さまなる、取り出でゝ賞むべきものにもあらぬやうなれど、なか/\に好まし。心にまかせざること二ツ三ツあれば、怨みもし憂ひもするは人の常なるが、心|敦《あつ》げなるこの花に対ひて願はくは憂ひを忘れ愁ひを癒《いや》さんかな。

      雪団

 てまりはあぢさゐに似て心多からず。初めは淡く色あれど、やがては雪と潔くなりて終る。たとへば聊か気質《こゝろ》の偏《かたよ》りのある人の、年を積み道に進みて心さま純《きよ》く正しくなれるが如し。遠く望むも好し、近く視るも好し。花とのみ云はんや、師とすべきなり。

      水仙

 姿あり才ある女の男を持たず世にも習はで、身を終るまで汚《けがれ》を知らず、山ぎはの荘などに籠り居て、月よりほかには我が面をだに見せず、心清く過ごせるが如きは水仙の花のおもむきなり。

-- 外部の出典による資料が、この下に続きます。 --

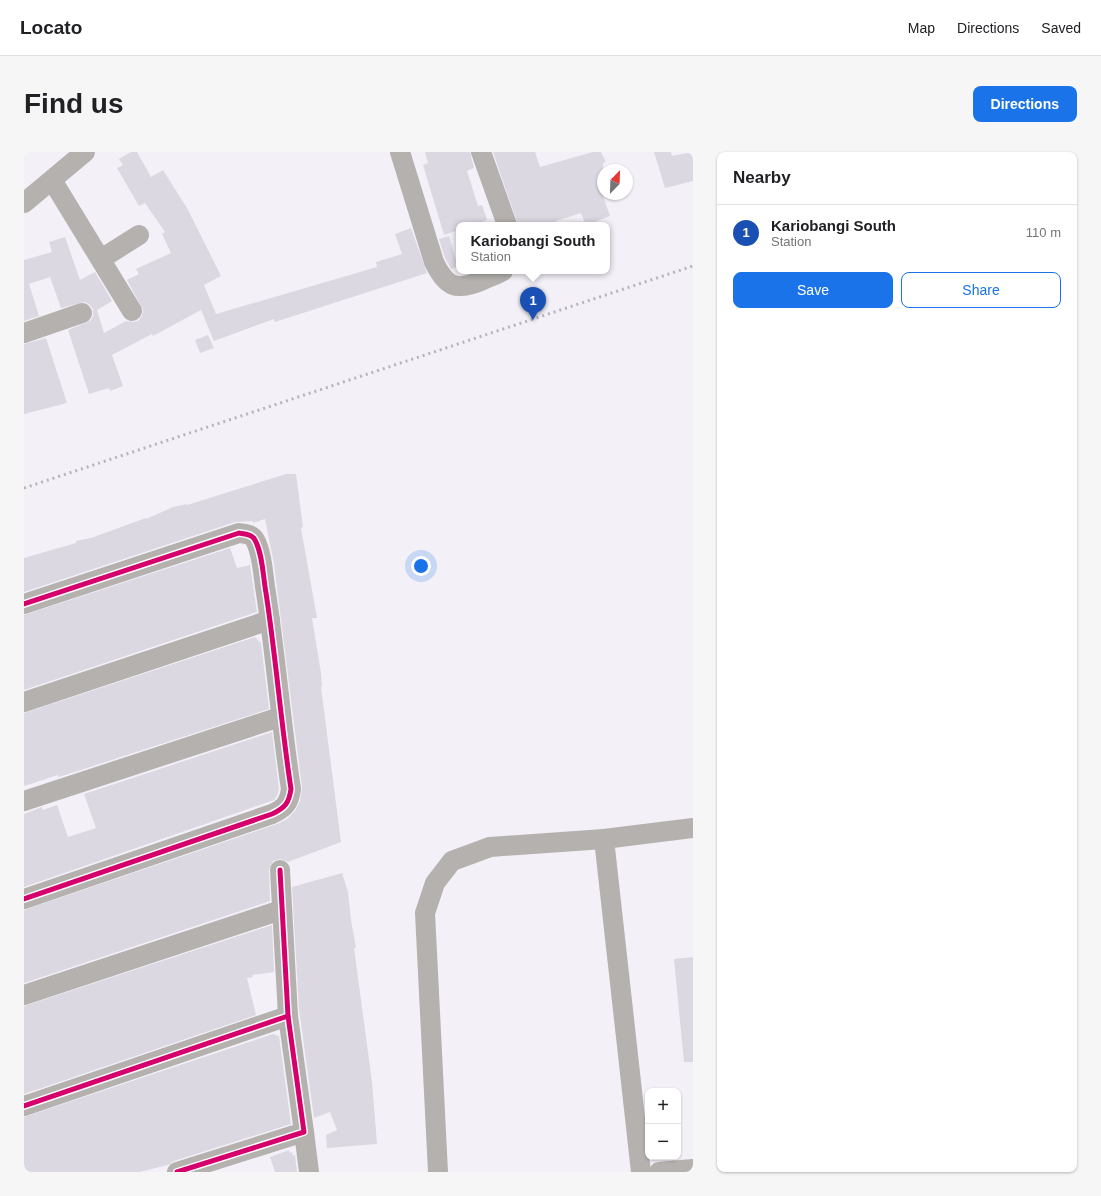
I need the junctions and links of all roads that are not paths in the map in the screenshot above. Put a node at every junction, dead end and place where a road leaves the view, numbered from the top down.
1 (85, 152) edge
2 (400, 152) edge
3 (481, 152) edge
4 (52, 180) junction
5 (24, 204) edge
6 (506, 222) edge
7 (139, 236) dead end
8 (101, 259) junction
9 (496, 274) edge
10 (132, 311) dead end
11 (82, 313) dead end
12 (24, 333) edge
13 (24, 604) edge
14 (270, 620) junction
15 (24, 702) edge
16 (280, 717) junction
17 (24, 801) edge
18 (693, 828) edge
19 (604, 839) junction
20 (280, 870) dead end
21 (24, 899) edge
22 (281, 910) junction
23 (24, 995) edge
24 (288, 1016) junction
25 (24, 1106) edge
26 (304, 1132) junction
27 (693, 1169) edge
28 (177, 1172) edge
29 (309, 1172) edge
30 (438, 1172) edge
31 (641, 1172) edge
32 (659, 1172) edge

1 - 4 street
2 - 9 street
3 - 6 street
4 - 5 street
4 - 8 street
7 - 8 street
8 - 10 street
11 - 12 street
13 - 14 street
14 - 15 street
14 - 16 street
16 - 17 street
16 - 21 street
18 - 19 street
19 - 30 street
19 - 31 street
20 - 22 street
22 - 23 street
22 - 24 street
24 - 25 street
24 - 26 street
26 - 28 street
26 - 29 street
27 - 32 street

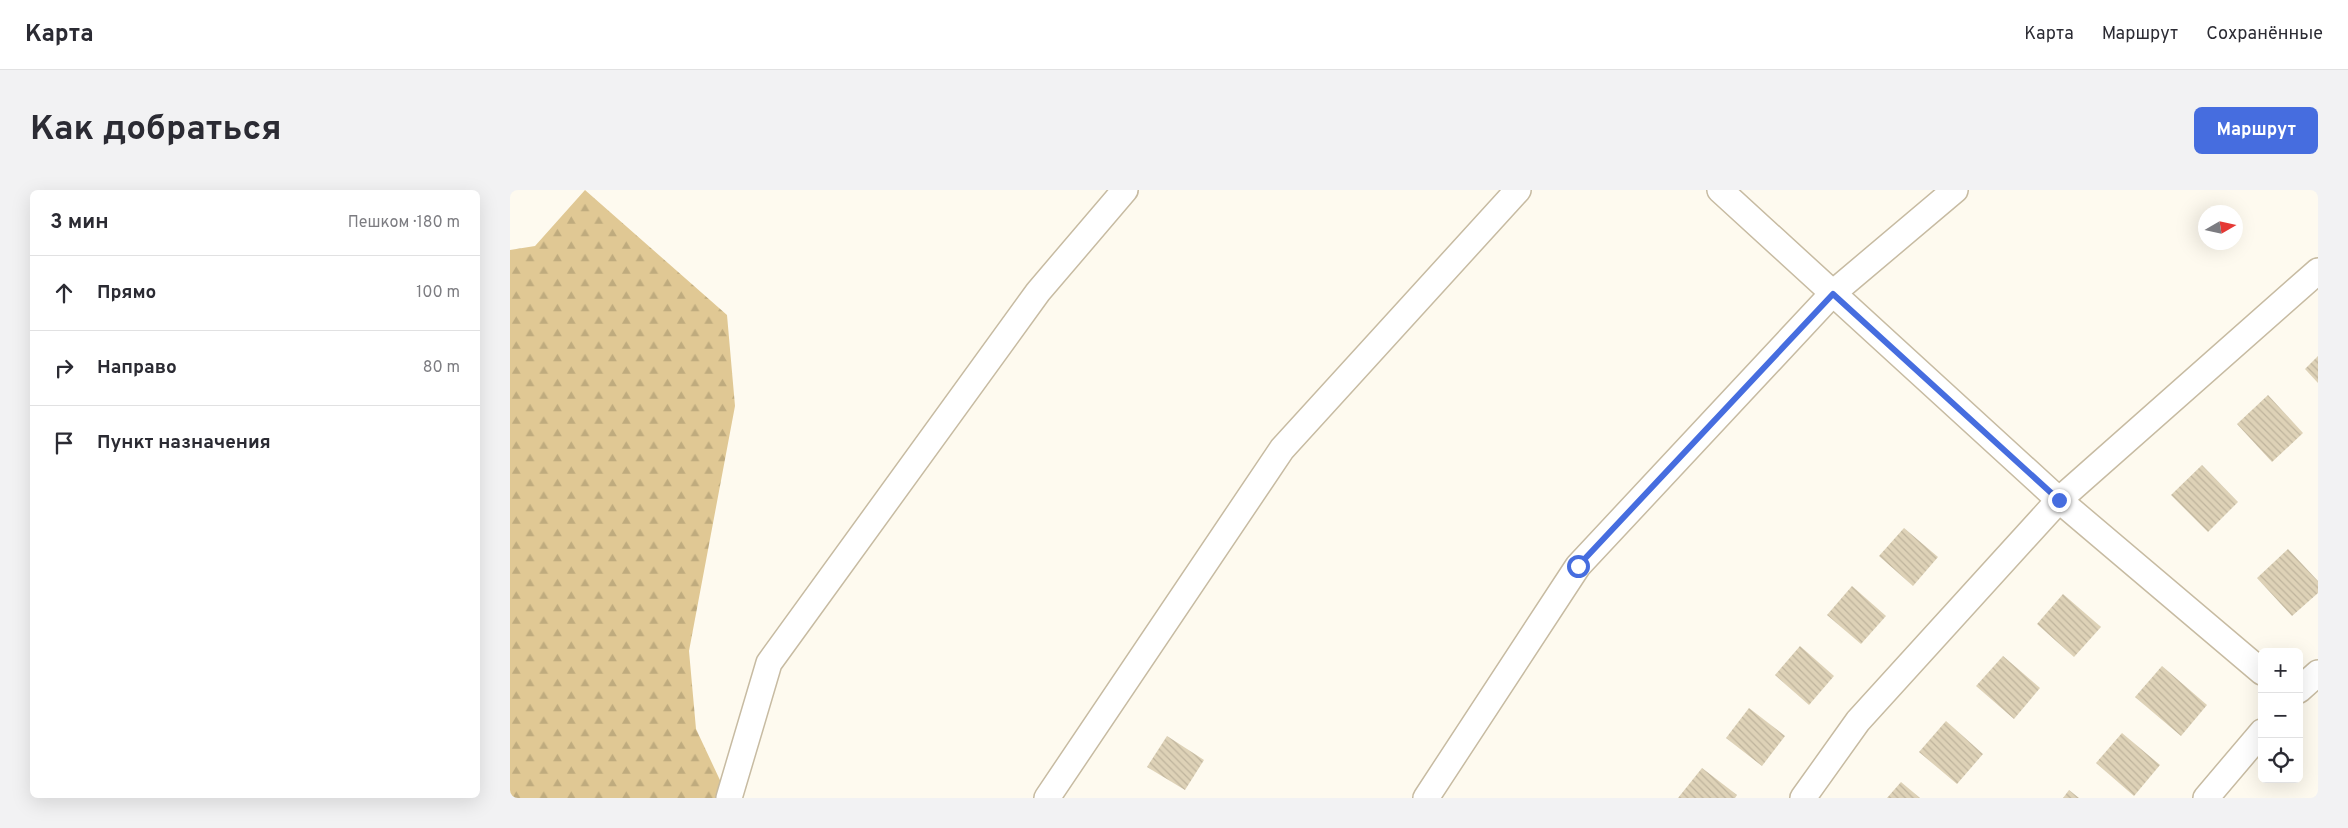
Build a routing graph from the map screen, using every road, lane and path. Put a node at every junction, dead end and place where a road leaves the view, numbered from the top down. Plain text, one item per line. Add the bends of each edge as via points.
1 (1124, 190) edge
2 (1518, 190) edge
3 (1720, 190) edge
4 (1955, 190) edge
5 (2318, 271) edge
6 (1833, 294) junction
7 (2059, 500) junction
8 (2258, 669) edge
9 (2318, 673) edge
10 (2303, 686) edge
11 (2258, 737) edge
12 (729, 798) edge
13 (1047, 798) edge
14 (1426, 798) edge
15 (1802, 798) edge
16 (2206, 798) edge

1 - 12 street via 1038,292 769,663
2 - 13 street via 1282,449
3 - 6 street
4 - 6 street
5 - 7 street
6 - 7 street
6 - 14 street via 1578,566
7 - 8 street
7 - 15 street via 1858,721
9 - 10 street
11 - 16 street

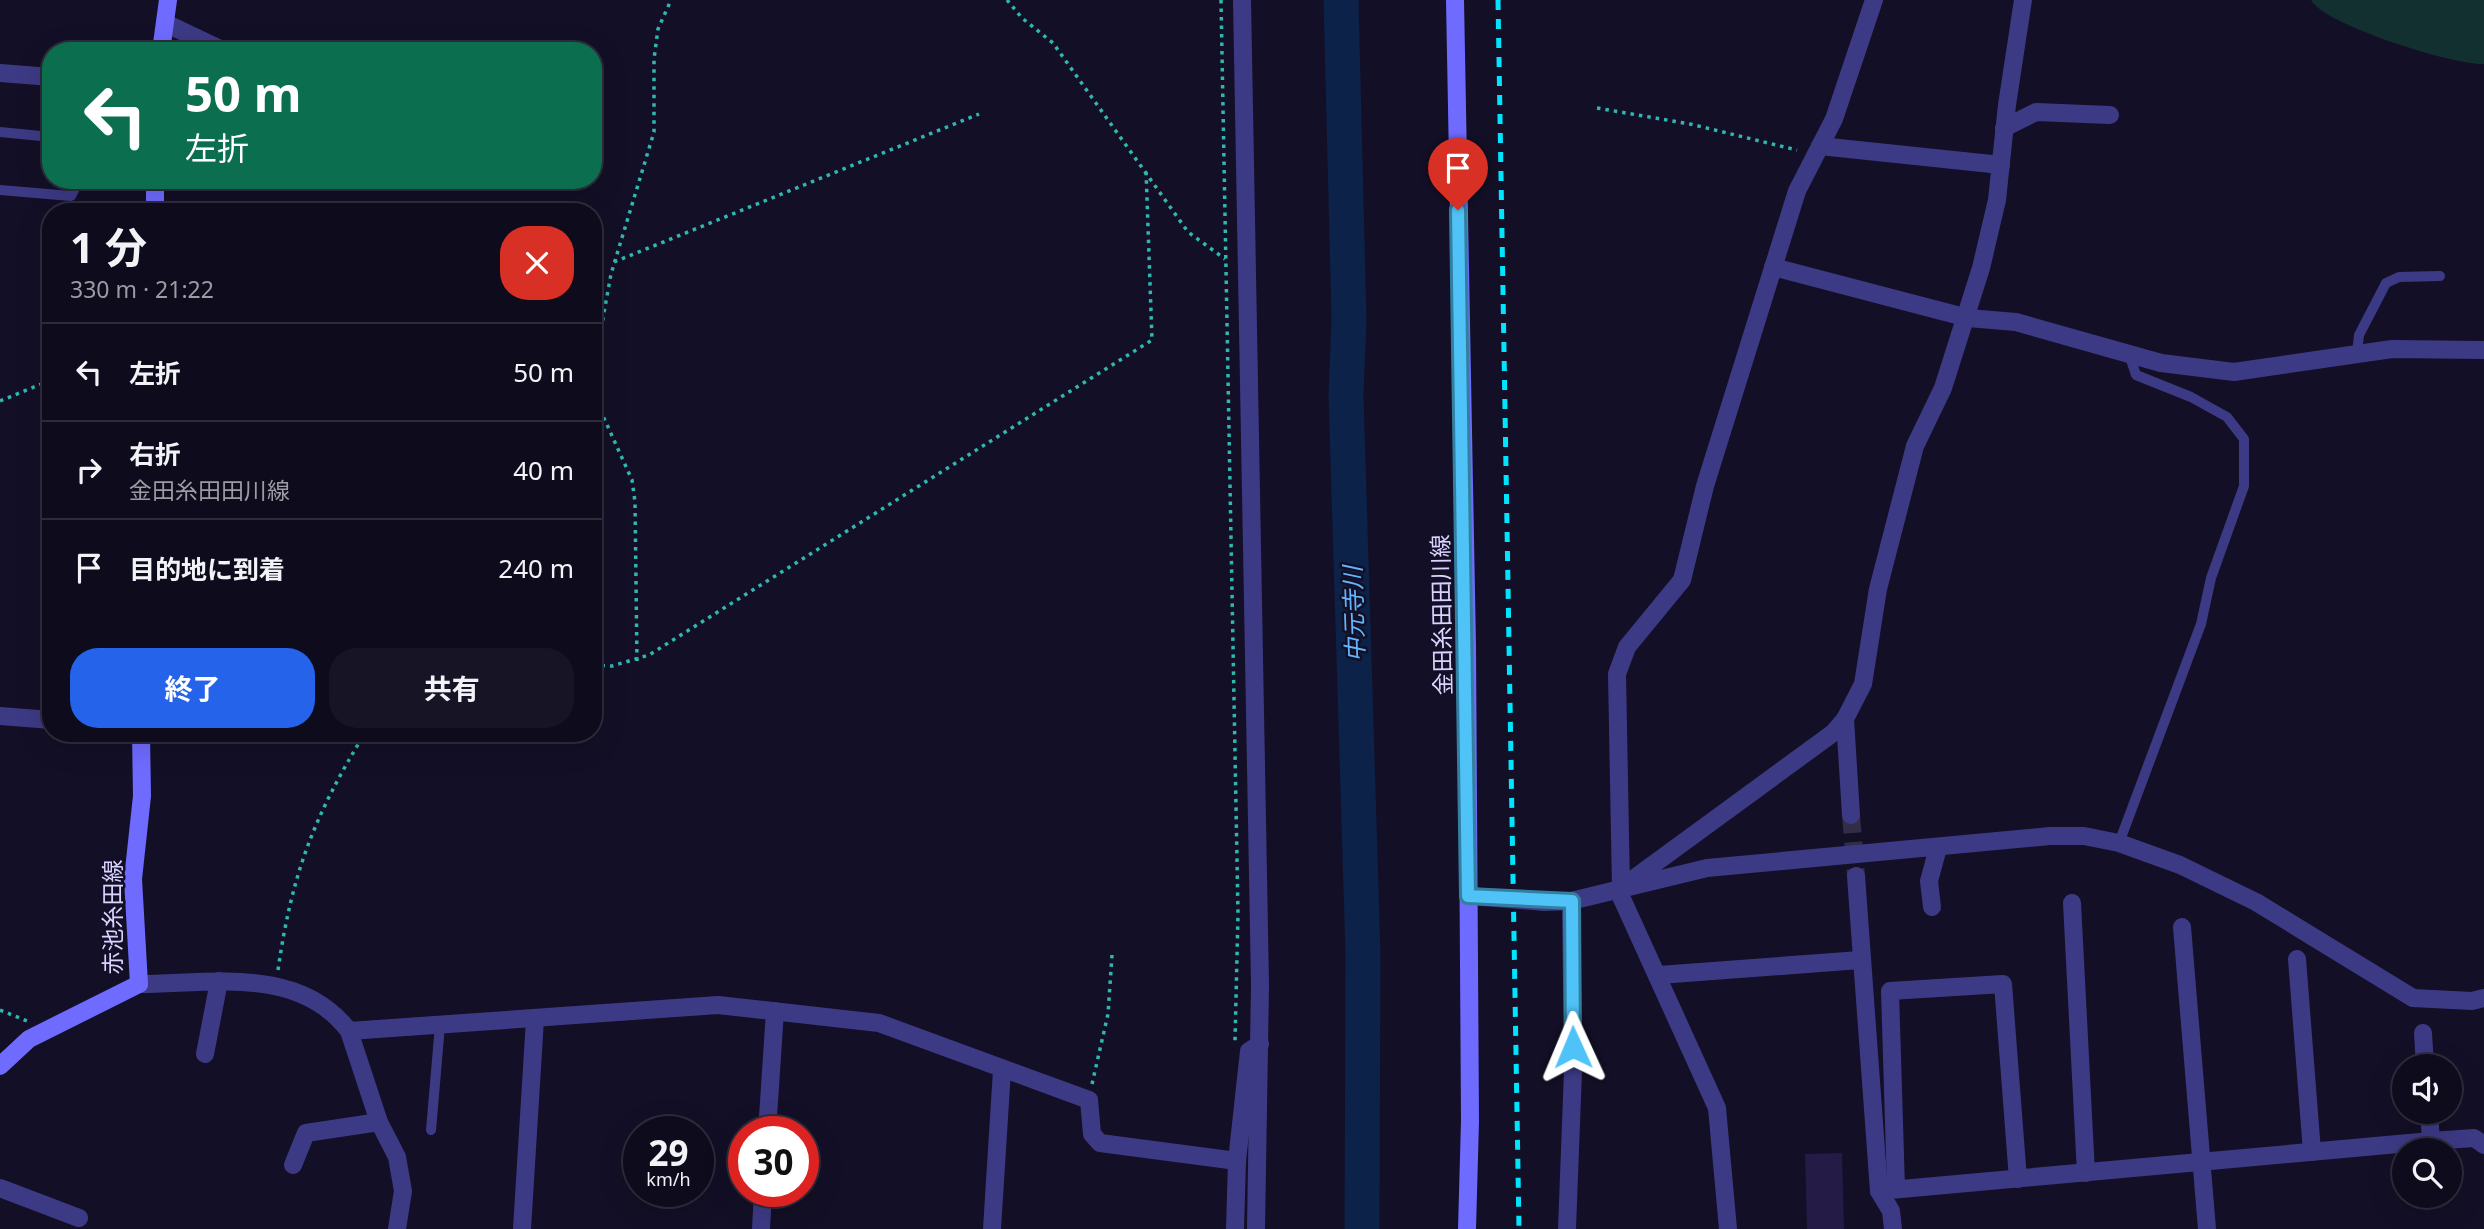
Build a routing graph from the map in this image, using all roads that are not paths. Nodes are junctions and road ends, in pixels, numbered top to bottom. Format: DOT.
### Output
graph roads {
  1 [pos="168,0"];
  2 [pos="1242,0"];
  3 [pos="1455,0"];
  4 [pos="1874,0"];
  5 [pos="2023,0"];
  6 [pos="165,23"];
  7 [pos="163,42"];
  8 [pos="205,42"];
  9 [pos="0,73"];
  10 [pos="42,76"];
  11 [pos="2110,115"];
  12 [pos="2004,128"];
  13 [pos="0,132"];
  14 [pos="42,136"];
  15 [pos="1818,150"];
  16 [pos="2001,165"];
  17 [pos="74,189"];
  18 [pos="0,190"];
  19 [pos="1773,267"];
  20 [pos="2440,276"];
  21 [pos="1968,318"];
  22 [pos="2484,350"];
  23 [pos="2128,351"];
  24 [pos="2357,353"];
  25 [pos="0,716"];
  26 [pos="42,719"];
  27 [pos="1845,719"];
  28 [pos="141,742"];
  29 [pos="1851,815"];
  30 [pos="2119,843"];
  31 [pos="1938,848"];
  32 [pos="1856,876"];
  33 [pos="1621,888"];
  34 [pos="1468,896"];
  35 [pos="1572,901"];
  36 [pos="2073,904"];
  37 [pos="1932,907"];
  38 [pos="2182,927"];
  39 [pos="2297,959"];
  40 [pos="1860,960"];
  41 [pos="1659,975"];
  42 [pos="219,981"];
  43 [pos="139,984"];
  44 [pos="2484,998"];
  45 [pos="775,1011"];
  46 [pos="535,1019"];
  47 [pos="440,1025"];
  48 [pos="349,1031"];
  49 [pos="2423,1032"];
  50 [pos="1260,1044"];
  51 [pos="205,1054"];
  52 [pos="2424,1054"];
  53 [pos="0,1066"];
  54 [pos="1002,1070"];
  55 [pos="768,1116"];
  56 [pos="380,1122"];
  57 [pos="431,1130"];
  58 [pos="2462,1140"];
  59 [pos="2392,1145"];
  60 [pos="2484,1145"];
  61 [pos="2312,1152"];
  62 [pos="1237,1161"];
  63 [pos="2202,1162"];
  64 [pos="293,1165"];
  65 [pos="2086,1173"];
  66 [pos="2018,1179"];
  67 [pos="0,1188"];
  68 [pos="1888,1189"];
  69 [pos="762,1207"];
  70 [pos="79,1218"];
  71 [pos="397,1229"];
  72 [pos="522,1229"];
  73 [pos="761,1229"];
  74 [pos="992,1229"];
  75 [pos="1235,1229"];
  76 [pos="1256,1229"];
  77 [pos="1467,1229"];
  78 [pos="1567,1229"];
  79 [pos="1728,1229"];
  80 [pos="1893,1229"];
  81 [pos="2207,1229"];
  1 -- 6 [label="main road"];
  2 -- 50 [label="street"];
  3 -- 34 [label="main road, 金田糸田田川線"];
  4 -- 15 [label="street"];
  5 -- 12 [label="street"];
  6 -- 7 [label="main road"];
  6 -- 8 [label="street"];
  9 -- 10 [label="street"];
  11 -- 12 [label="street"];
  12 -- 16 [label="street"];
  13 -- 14 [label="lane"];
  15 -- 16 [label="street"];
  15 -- 19 [label="street"];
  16 -- 21 [label="street"];
  17 -- 18 [label="lane"];
  19 -- 21 [label="street"];
  19 -- 33 [label="street"];
  20 -- 24 [label="lane"];
  21 -- 23 [label="street"];
  21 -- 27 [label="street"];
  22 -- 24 [label="street"];
  23 -- 24 [label="street"];
  23 -- 30 [label="lane"];
  25 -- 26 [label="street"];
  27 -- 29 [label="street"];
  27 -- 33 [label="street"];
  28 -- 43 [label="main road, 赤池糸田線"];
  30 -- 31 [label="street"];
  30 -- 44 [label="street"];
  31 -- 33 [label="street"];
  31 -- 37 [label="street"];
  32 -- 40 [label="street"];
  33 -- 35 [label="street"];
  33 -- 41 [label="street"];
  34 -- 35 [label="street, bridge"];
  34 -- 77 [label="main road, 金田糸田田川線"];
  35 -- 78 [label="street"];
  36 -- 65 [label="street"];
  38 -- 63 [label="street"];
  39 -- 61 [label="street"];
  40 -- 41 [label="street"];
  40 -- 68 [label="street"];
  41 -- 79 [label="street"];
  42 -- 43 [label="street"];
  42 -- 48 [label="street"];
  42 -- 51 [label="street"];
  43 -- 53 [label="main road, 赤池糸田線"];
  45 -- 46 [label="street"];
  45 -- 54 [label="street"];
  45 -- 55 [label="street"];
  46 -- 47 [label="street"];
  46 -- 72 [label="street"];
  47 -- 48 [label="street"];
  47 -- 57 [label="lane"];
  48 -- 56 [label="street"];
  49 -- 52 [label="street"];
  50 -- 62 [label="street"];
  50 -- 76 [label="street"];
  54 -- 62 [label="street"];
  54 -- 74 [label="street"];
  56 -- 64 [label="street"];
  56 -- 71 [label="street"];
  58 -- 60 [label="street"];
  59 -- 61 [label="street"];
  61 -- 63 [label="street"];
  62 -- 75 [label="street"];
  63 -- 65 [label="street"];
  63 -- 81 [label="street"];
  65 -- 66 [label="street"];
  66 -- 68 [label="street"];
  66 -- 68 [label="street"];
  67 -- 70 [label="street"];
  68 -- 80 [label="street"];
  69 -- 73 [label="street"];
}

麓の里のやや黒み行く夕暮に、安房なる鋸山の峻《さか》しきあたり、「きんだい」といへるが咲きて立ちたる、またなく気高し。

      菊

 菊は、白き、好し。黄なる、好し。紅も好し。紫も好し。蜀紅も好し。大なる、好し。小なる、好し。鶴※[#「※」は「令+羽」、読みは「れい」、第3水準1−90−30、126−12]もよし。西施も好し。剪絨も好し。人の力は、花大にして、弁の奇、色の妖なるに見《あら》はれ、おのづからなる趣きは、花のすこやかにして色の純なるに見ゆ。淵明が愛せしは白き菊なりしとかや、順徳帝のめでたまひしも白きものなりしとぞ。げに白くして大きからぬは、花を着くる多くして、性も弱からず、雨風に悩まさるれば一度は地に伏しながらも忽《たちまち》起きあがりて咲くなど、菊つくりて誇る今の人ならぬ古《いにしへ》の人のまことに愛《め》でもすべきものなり。ありあけの月の下、墨染の夕風吹く頃も、花の白きはわけて潔く趣きあり。黄なるは花のまことの色とや、げに是も品あがりて奥ゆかしく見ゆ。紫も紅もそれ/″\の趣きあり。厭はしきが一つとしてあらばこそ。たとひおのが好まぬもののあればとて、人の塗りつけたる色ならねば、遮りて悪くはいひがたし。折に触れては知らぬ趣きを見いだしつ、かゝるおもしろさもありけるものを、むかしは慮《おもひ》足らで由無くも云ひくだしたるよ、と悔ゆることあらん折は、花のおもはんところも羞かしからずや。このごろ或人菊の花を手にせる童子を画きたり。慈童かとおもへどさにもあらぬやうなり、蜀の成都の漢文翁石室の壁画にありといふ菊花娘子の図かと思へど、女とも見えず、また※[#「※」は「けものへん+彌」、第3水準1−87−82、127−11]猴《さる》も見えねば然《さ》にもあらぬやうなりと心まどひしけるが、画ける人のおもひより出でたる菊の花の精なりと後に聞きぬ。若し其人菊をめづること深くして、菊その情に酬ひざるを得ざるに至り、童子の姿を仮りて其人の前に現はれしことなどありて後、筆をとりて其おもかげを写したらんには、一ト入おもしろきものの成りたるならんとぞ微笑まる。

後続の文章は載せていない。